Hendrickson began her talk with a discussion of continuous integration, the practice of merging all developers’ versions into a single version multiple times a day. “What’s interesting about continuous integration,” she said, “is that that you’ve got a bunch of developers who are contributing stuff, and with ever single contribution, before they check in, they’re doing local merge to make sure that everything’s working well.”

She explained that the challenge of continuous integration isn’t the technical aspect, but rather the culture change it demands. “If you’ve got a bunch of people throwing stuff in,” Hendrickson said, “and they say, ‘it worked on my machine,’ then you’re going to have a problem with your organization.”

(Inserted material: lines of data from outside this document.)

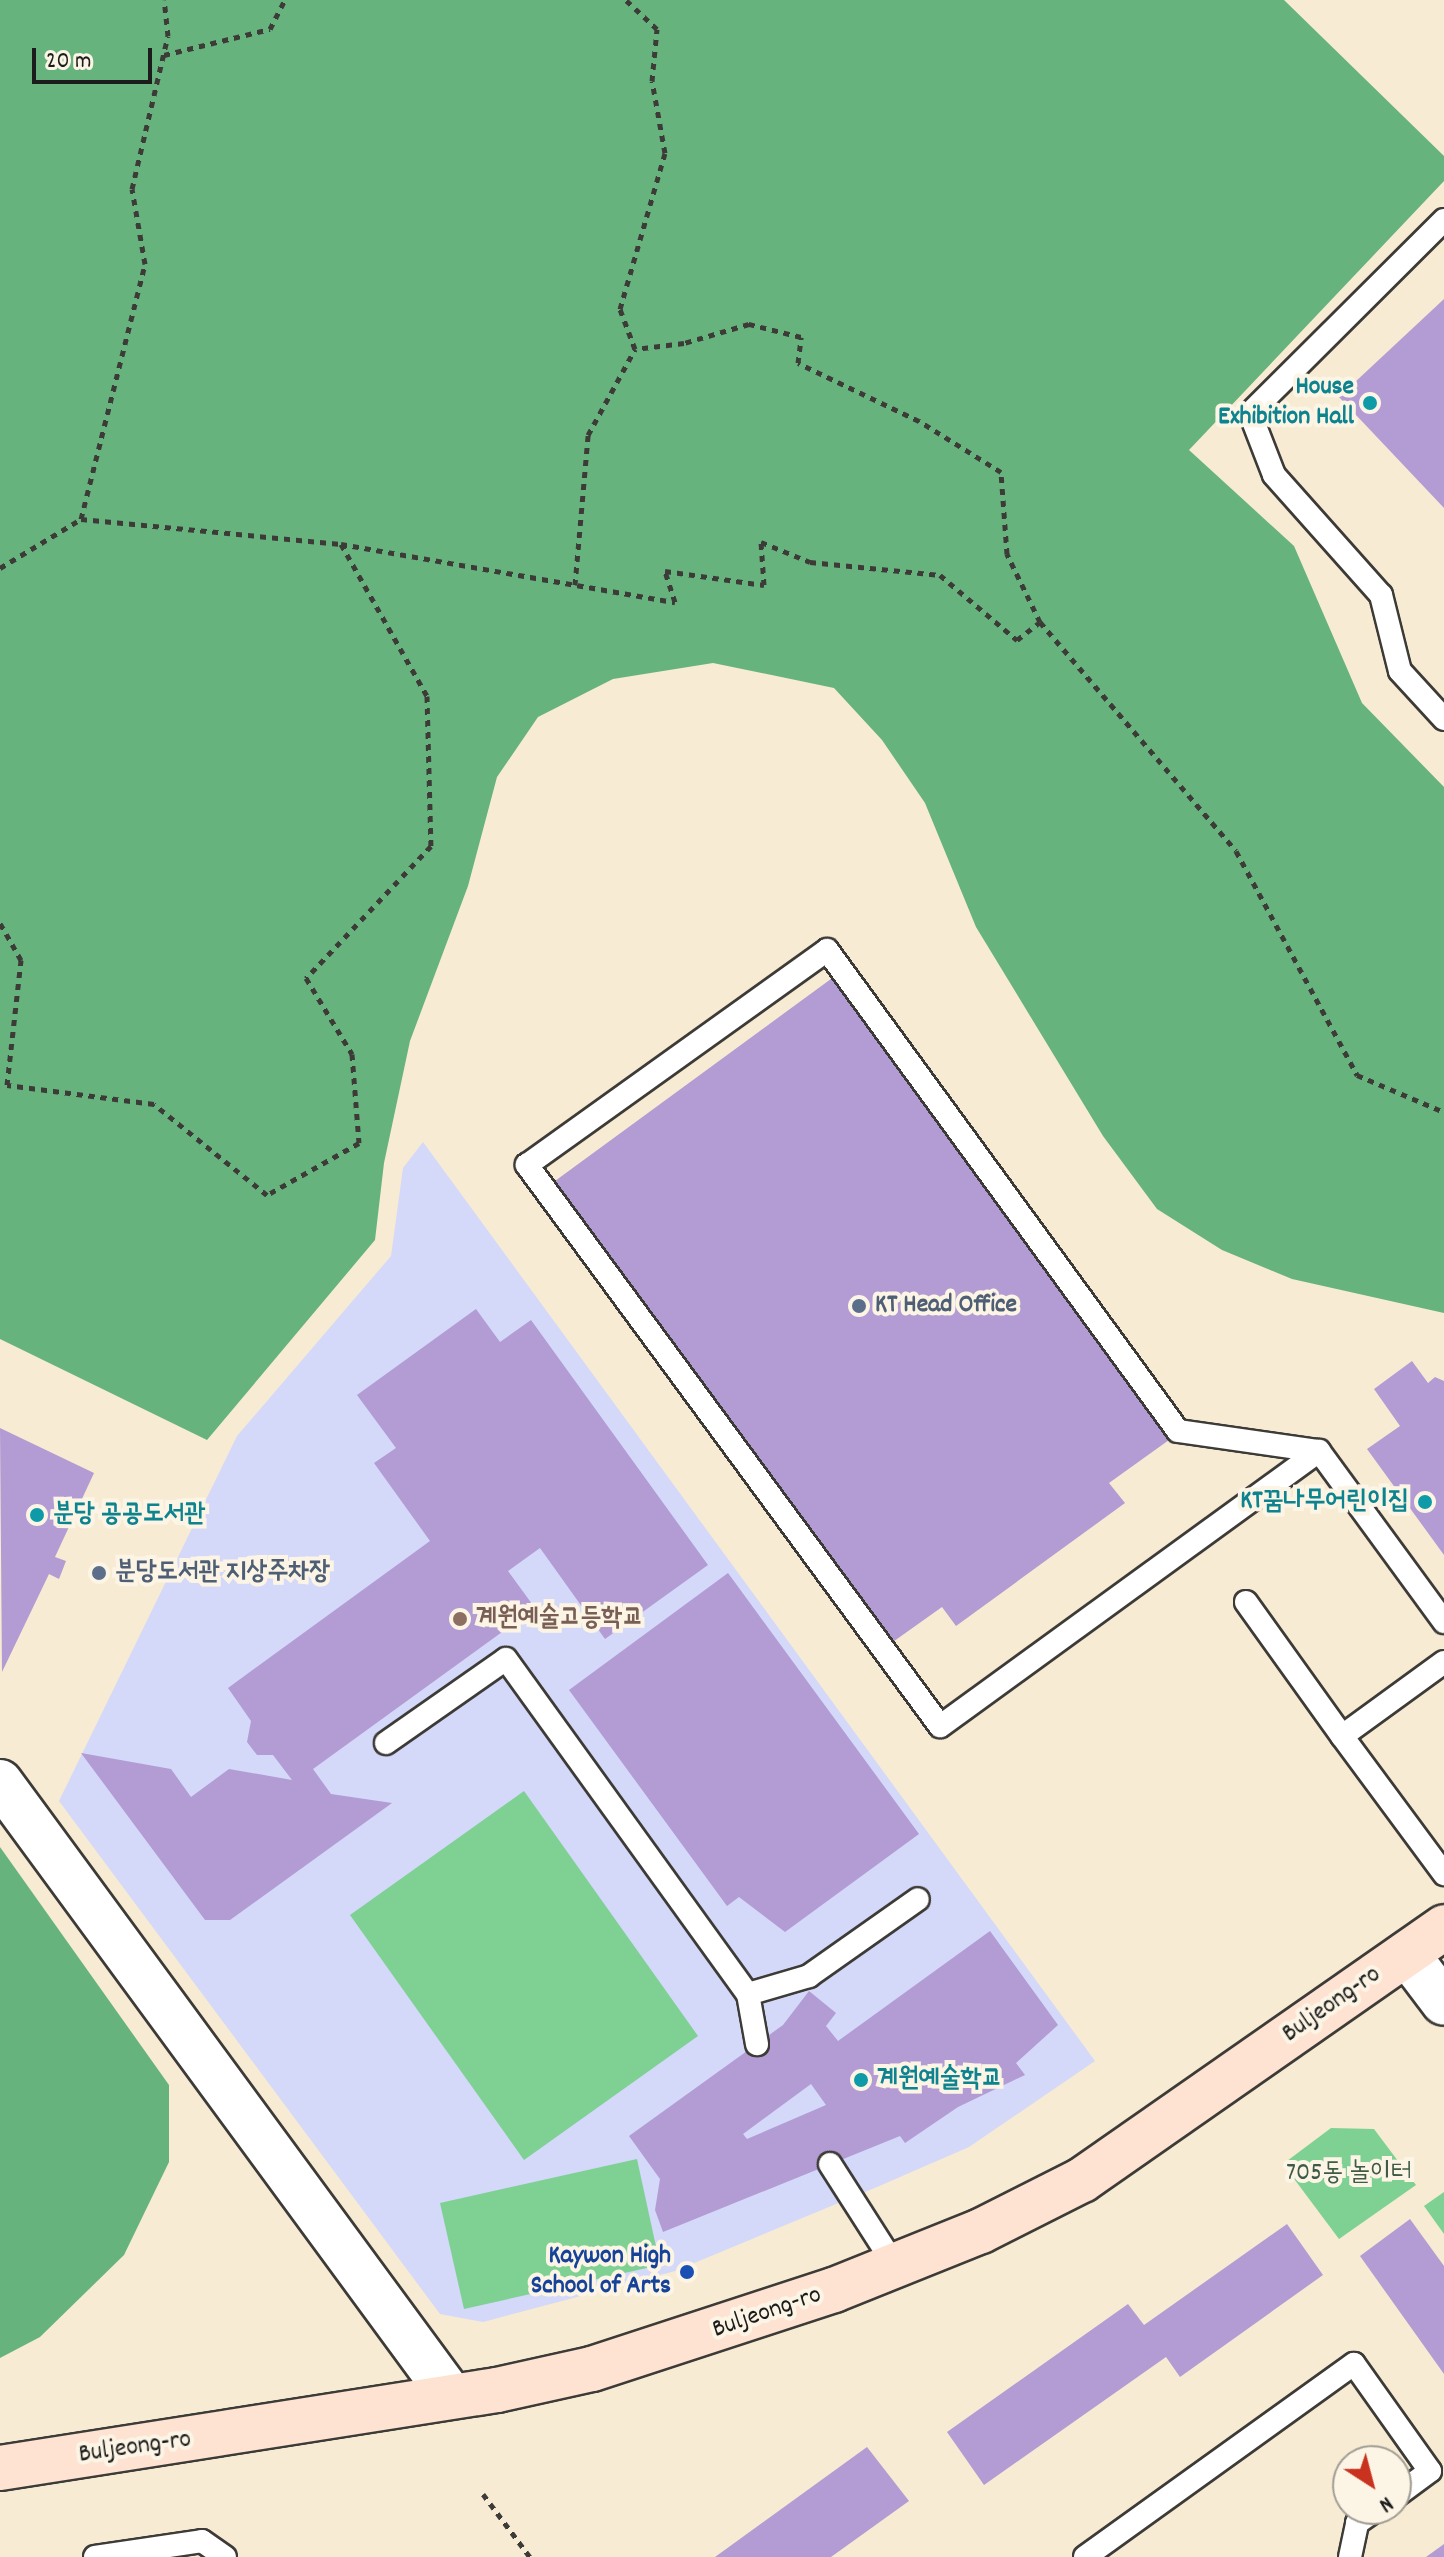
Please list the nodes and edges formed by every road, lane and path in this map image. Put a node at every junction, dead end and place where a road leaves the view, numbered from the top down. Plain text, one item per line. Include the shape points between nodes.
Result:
1 (164, 0) edge
2 (285, 0) edge
3 (626, 0) edge
4 (164, 55) junction
5 (1444, 220) edge
6 (635, 349) junction
7 (81, 519) junction
8 (341, 544) junction
9 (0, 568) edge
10 (575, 585) junction
11 (1040, 622) junction
12 (1444, 719) edge
13 (0, 923) edge
14 (1444, 1112) edge
15 (1319, 1451) junction
16 (1246, 1602) dead end
17 (1444, 1622) edge
18 (1444, 1662) edge
19 (1342, 1736) junction
20 (386, 1743) dead end
21 (0, 1782) edge
22 (1444, 1874) edge
23 (918, 1899) dead end
24 (1444, 1927) edge
25 (1407, 1954) junction
26 (748, 1994) junction
27 (1444, 2003) edge
28 (757, 2044) dead end
29 (830, 2164) dead end
30 (894, 2264) junction
31 (451, 2396) junction
32 (1412, 2445) edge
33 (1412, 2446) edge
34 (0, 2468) edge
35 (1412, 2484) edge
36 (483, 2494) dead end
37 (1357, 2525) edge
38 (1096, 2554) edge
39 (95, 2557) edge
40 (225, 2557) edge
41 (530, 2557) edge
42 (1350, 2557) edge

1 - 4 path
2 - 4 path via 270,29
3 - 6 path via 657,29 652,81 665,153 620,309
4 - 7 path via 132,189 145,264
5 - 12 lane via 1250,413 1274,475 1381,595 1400,671
6 - 10 path via 588,435
6 - 11 path via 684,343 749,324 801,337 798,363 919,421 1001,472 1007,554
7 - 8 path
7 - 9 path
8 - 10 path
8 - 13 path via 427,696 431,846 306,978 352,1054 359,1143 267,1195 154,1104 7,1085 21,960
10 - 11 path via 675,602 665,571 764,585 761,542 810,562 940,575 1017,640
11 - 14 path via 1236,851 1357,1075
15 - 15 lane via 1178,1431 827,950 527,1165 940,1726
15 - 17 lane
16 - 19 lane
18 - 19 lane
19 - 22 lane
20 - 26 lane via 506,1659
21 - 31 street
23 - 26 lane via 809,1976
24 - 25 main road, Buljeong-ro
25 - 27 street
25 - 30 main road, Buljeong-ro via 1082,2180 981,2231
26 - 28 lane
29 - 30 lane
30 - 31 main road, Buljeong-ro via 808,2300 592,2369
31 - 34 main road, Buljeong-ro via 356,2416
32 - 38 lane via 1354,2364
33 - 35 lane via 1430,2471
36 - 41 path
37 - 42 lane
39 - 40 lane via 202,2541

Continuous delivery addresses such roadblocks, she explained, as “It means that your software is production-ready from day one. You theoretically could put this thing in production right now; it’s now a business decision whether or not you’re going to.” Developers know that their software updates will work in production, because they are placing them “in something that looks like production all the time.”

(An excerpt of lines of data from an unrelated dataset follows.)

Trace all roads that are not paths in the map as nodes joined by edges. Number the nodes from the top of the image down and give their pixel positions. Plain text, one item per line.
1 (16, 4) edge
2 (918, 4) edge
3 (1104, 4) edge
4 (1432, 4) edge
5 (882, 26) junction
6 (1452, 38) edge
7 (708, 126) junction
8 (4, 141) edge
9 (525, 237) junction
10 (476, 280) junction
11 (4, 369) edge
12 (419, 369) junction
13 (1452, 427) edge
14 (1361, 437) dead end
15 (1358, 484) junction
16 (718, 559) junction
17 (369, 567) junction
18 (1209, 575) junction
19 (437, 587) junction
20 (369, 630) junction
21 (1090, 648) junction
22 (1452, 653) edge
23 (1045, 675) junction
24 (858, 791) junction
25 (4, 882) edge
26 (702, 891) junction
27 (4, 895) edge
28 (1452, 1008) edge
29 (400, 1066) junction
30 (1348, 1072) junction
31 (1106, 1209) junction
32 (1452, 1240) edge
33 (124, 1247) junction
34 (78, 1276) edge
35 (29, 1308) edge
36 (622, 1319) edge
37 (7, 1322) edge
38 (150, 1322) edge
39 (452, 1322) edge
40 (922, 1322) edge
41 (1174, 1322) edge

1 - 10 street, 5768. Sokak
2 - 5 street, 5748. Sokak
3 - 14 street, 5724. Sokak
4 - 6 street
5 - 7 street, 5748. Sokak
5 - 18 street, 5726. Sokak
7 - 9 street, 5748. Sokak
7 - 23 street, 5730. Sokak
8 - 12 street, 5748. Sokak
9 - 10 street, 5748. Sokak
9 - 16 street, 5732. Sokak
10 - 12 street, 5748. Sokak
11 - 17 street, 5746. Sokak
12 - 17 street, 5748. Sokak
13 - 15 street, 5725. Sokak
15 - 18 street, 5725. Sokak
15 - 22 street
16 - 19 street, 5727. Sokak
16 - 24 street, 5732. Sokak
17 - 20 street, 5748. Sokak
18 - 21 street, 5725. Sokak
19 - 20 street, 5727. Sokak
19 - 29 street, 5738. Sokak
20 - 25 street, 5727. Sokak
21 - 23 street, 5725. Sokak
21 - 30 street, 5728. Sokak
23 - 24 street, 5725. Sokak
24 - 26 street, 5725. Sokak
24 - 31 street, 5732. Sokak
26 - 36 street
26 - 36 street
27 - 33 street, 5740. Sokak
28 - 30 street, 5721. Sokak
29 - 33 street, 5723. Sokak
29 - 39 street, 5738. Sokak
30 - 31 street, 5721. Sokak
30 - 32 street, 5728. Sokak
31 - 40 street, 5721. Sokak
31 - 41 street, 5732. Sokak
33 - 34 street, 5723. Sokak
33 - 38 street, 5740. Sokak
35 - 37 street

For continuous delivery to be successful, three requirements must be met:

  • fully automated testing
  • a continuous integration server that executes those tests and can promote successful deployments
  • a scripted automated deployment mechanism with zero downtime

The final requirement is where Cloud Foundry comes into the picture. “You’re going to go from having a single build to having an entire pipeline with continuous delivery,” she said, “because you’re not going to have a separate phase during which some QA people take over and do a bunch of stuff.” Cloud Foundry includes a number of features that enable automatic deployment while ensuring that working code is consistently being pushed to users. Hendrickson listed some of these key features in her talk:

  • same exact code in a different space
  • the ability to perform blue-green deployment to ensure zero downtime for users, who “won’t even notice that you’ve been upgrading the code from out under them”

Hendrickson offered a real-world use case by demonstrating how Cloud Foundry enables continuous delivery for one of its own applications, docs.cloudfoundry.org. All of the Cloud Foundry docs run as apps, and the developers do continuous integration and continuous deployment. “It’s a great little use case,” she said, “because we’re using our own stuff to deploy something that’s very much in production and that we very much care about.”

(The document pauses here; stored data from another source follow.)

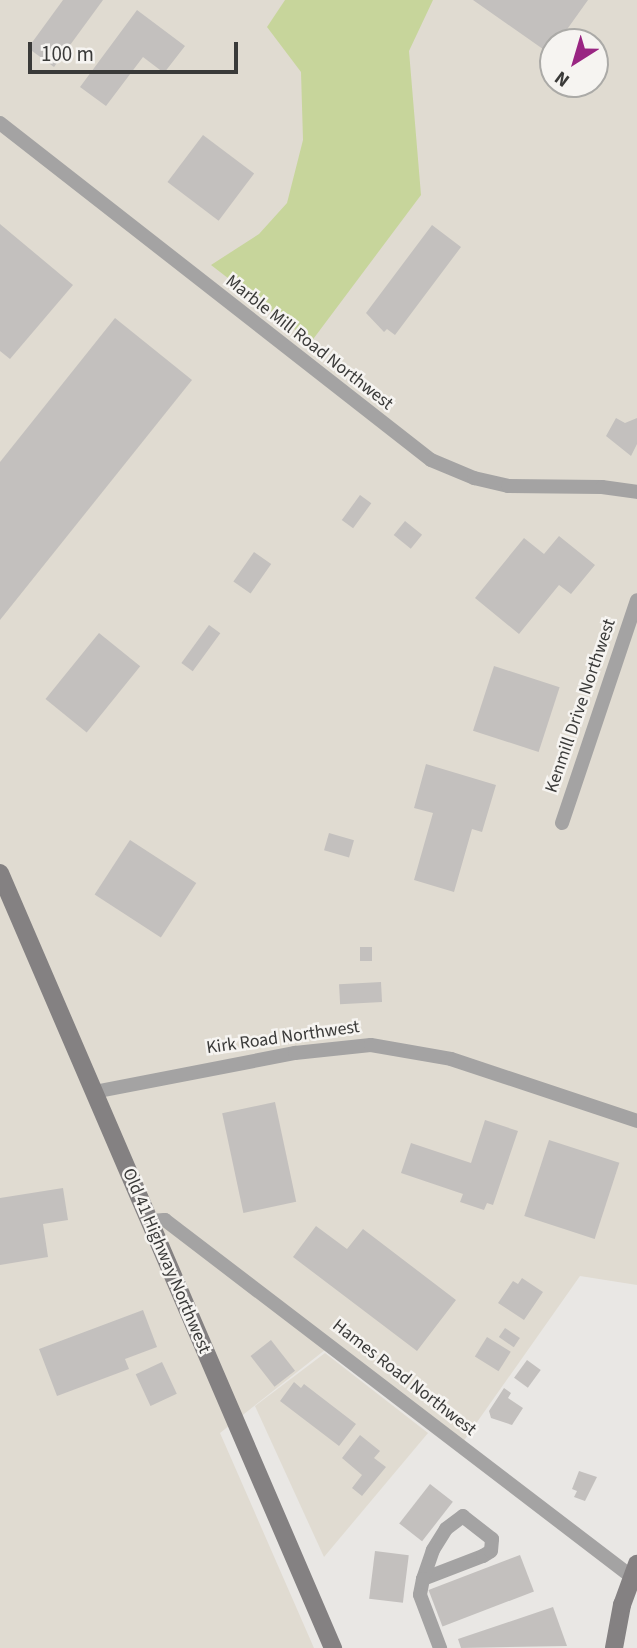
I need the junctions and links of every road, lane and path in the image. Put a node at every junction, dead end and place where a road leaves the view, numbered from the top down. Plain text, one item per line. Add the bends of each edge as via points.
1 (0, 123) edge
2 (637, 492) edge
3 (637, 600) edge
4 (562, 823) dead end
5 (2, 885) edge
6 (94, 1092) junction
7 (637, 1121) edge
8 (149, 1221) junction
9 (634, 1570) edge
10 (423, 1579) junction
11 (332, 1648) edge
12 (440, 1648) edge
13 (614, 1648) edge

1 - 2 street, Marble Mill Road Northwest via 431,460 508,486 602,486
3 - 4 street, Kenmill Drive Northwest
5 - 6 street, Old 41 Highway Northwest
6 - 7 street, Kirk Road Northwest via 295,1053 370,1045 451,1059
6 - 8 street, Old 41 Highway Northwest
8 - 9 street, Hames Road Northwest via 164,1220
8 - 11 street, Old 41 Highway Northwest
9 - 13 street
10 - 10 street via 433,1550 455,1519 468,1518 492,1539 491,1551 483,1556
10 - 12 street via 421,1595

Screen Shot 2014-07-22 at 7.04.50 PM

All of the documentation is modular, she explained, with a large number of GitHub repositories. “As soon as a writer checks in a change to any of those modules,” Hendrickson said, “it kicks off three different builds because we have to publish three different versions of our documentation.” They are building an entire documentation set which cannot have broken links, meaning that the build pipeline assembles the static document files, verifies the links, deploys to a staging site for review, and following review, automatically makes the updates live on the Cloud Foundry site.

“We’re updating our documentation sites at least once a week,” Hendrickson said. “Once a week sounds like it’s not continuous, but it is, because we could do it at a moment’s notice.”